## Aim of the exercise
Reproduce the data below word for word, setting aside any picture it holds.

## Records shown

■ ■ ■ ■ ■ ■ ■

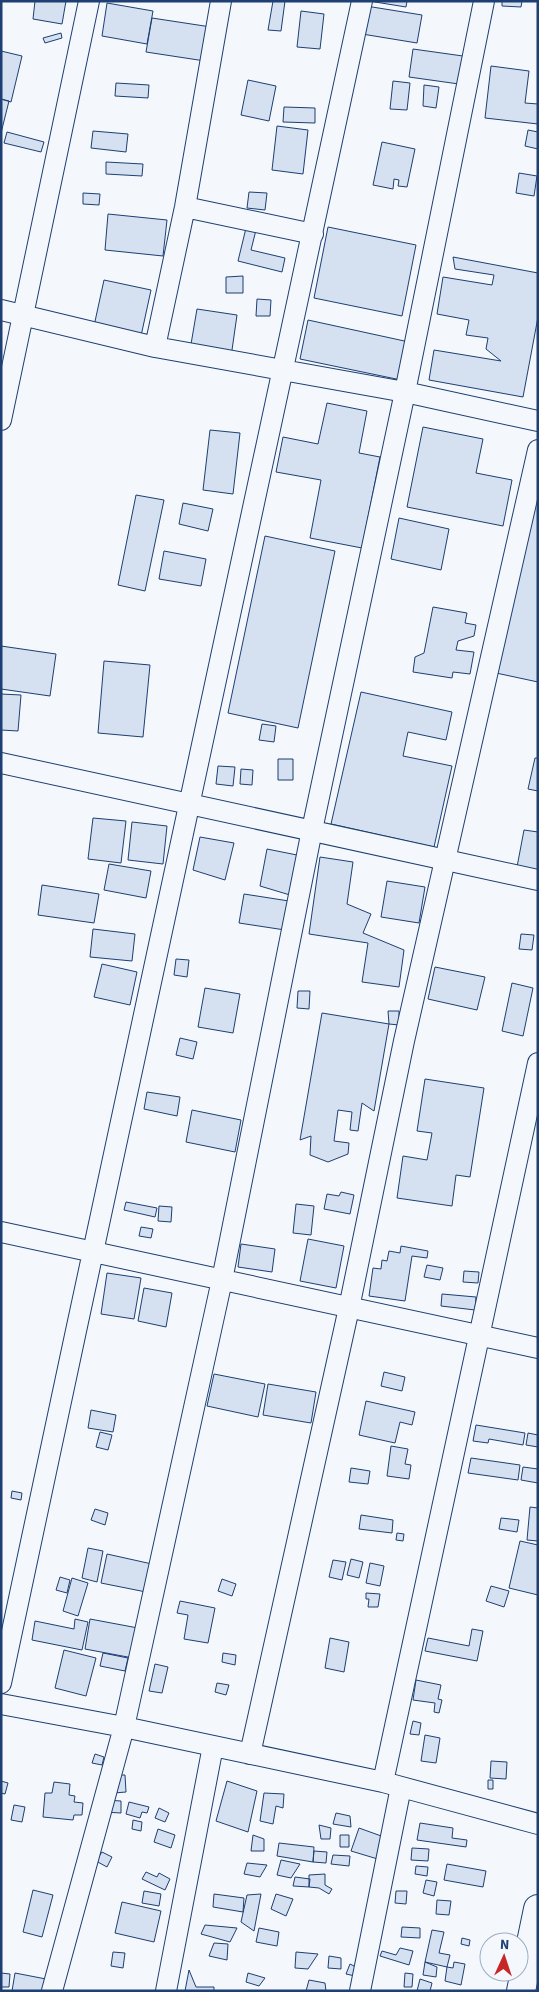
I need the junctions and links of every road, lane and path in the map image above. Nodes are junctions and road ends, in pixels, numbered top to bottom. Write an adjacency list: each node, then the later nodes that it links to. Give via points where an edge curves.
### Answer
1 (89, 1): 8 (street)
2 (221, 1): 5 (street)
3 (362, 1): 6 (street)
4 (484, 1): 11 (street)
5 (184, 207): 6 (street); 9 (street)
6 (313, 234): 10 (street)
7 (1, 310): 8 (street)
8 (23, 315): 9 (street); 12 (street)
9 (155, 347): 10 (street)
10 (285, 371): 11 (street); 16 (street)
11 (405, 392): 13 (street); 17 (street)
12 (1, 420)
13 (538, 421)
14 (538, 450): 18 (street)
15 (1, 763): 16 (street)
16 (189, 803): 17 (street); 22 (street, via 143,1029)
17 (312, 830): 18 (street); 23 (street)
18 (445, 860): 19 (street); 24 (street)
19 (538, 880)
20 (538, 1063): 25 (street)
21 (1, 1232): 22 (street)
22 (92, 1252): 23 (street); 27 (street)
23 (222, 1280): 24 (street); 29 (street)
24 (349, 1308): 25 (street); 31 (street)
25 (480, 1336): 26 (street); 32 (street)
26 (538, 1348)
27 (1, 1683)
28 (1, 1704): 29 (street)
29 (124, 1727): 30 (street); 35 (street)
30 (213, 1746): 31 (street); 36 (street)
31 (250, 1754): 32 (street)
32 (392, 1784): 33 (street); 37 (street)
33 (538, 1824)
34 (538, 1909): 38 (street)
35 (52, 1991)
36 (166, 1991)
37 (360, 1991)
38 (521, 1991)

■ ■ ■ ■ ■ ■ ■

## Reply
I need the junctions and links of every road, lane and path in the map image above. Nodes are junctions and road ends, in pixels, numbered top to bottom. Write an adjacency list: each node, then the later nodes that it links to. Give via points where an edge curves.
### Answer
1 (89, 1): 8 (street)
2 (221, 1): 5 (street)
3 (362, 1): 6 (street)
4 (484, 1): 11 (street)
5 (184, 207): 6 (street); 9 (street)
6 (313, 234): 10 (street)
7 (1, 310): 8 (street)
8 (23, 315): 9 (street); 12 (street)
9 (155, 347): 10 (street)
10 (285, 371): 11 (street); 16 (street)
11 (405, 392): 13 (street); 17 (street)
12 (1, 420)
13 (538, 421)
14 (538, 450): 18 (street)
15 (1, 763): 16 (street)
16 (189, 803): 17 (street); 22 (street, via 143,1029)
17 (312, 830): 18 (street); 23 (street)
18 (445, 860): 19 (street); 24 (street)
19 (538, 880)
20 (538, 1063): 25 (street)
21 (1, 1232): 22 (street)
22 (92, 1252): 23 (street); 27 (street)
23 (222, 1280): 24 (street); 29 (street)
24 (349, 1308): 25 (street); 31 (street)
25 (480, 1336): 26 (street); 32 (street)
26 (538, 1348)
27 (1, 1683)
28 (1, 1704): 29 (street)
29 (124, 1727): 30 (street); 35 (street)
30 (213, 1746): 31 (street); 36 (street)
31 (250, 1754): 32 (street)
32 (392, 1784): 33 (street); 37 (street)
33 (538, 1824)
34 (538, 1909): 38 (street)
35 (52, 1991)
36 (166, 1991)
37 (360, 1991)
38 (521, 1991)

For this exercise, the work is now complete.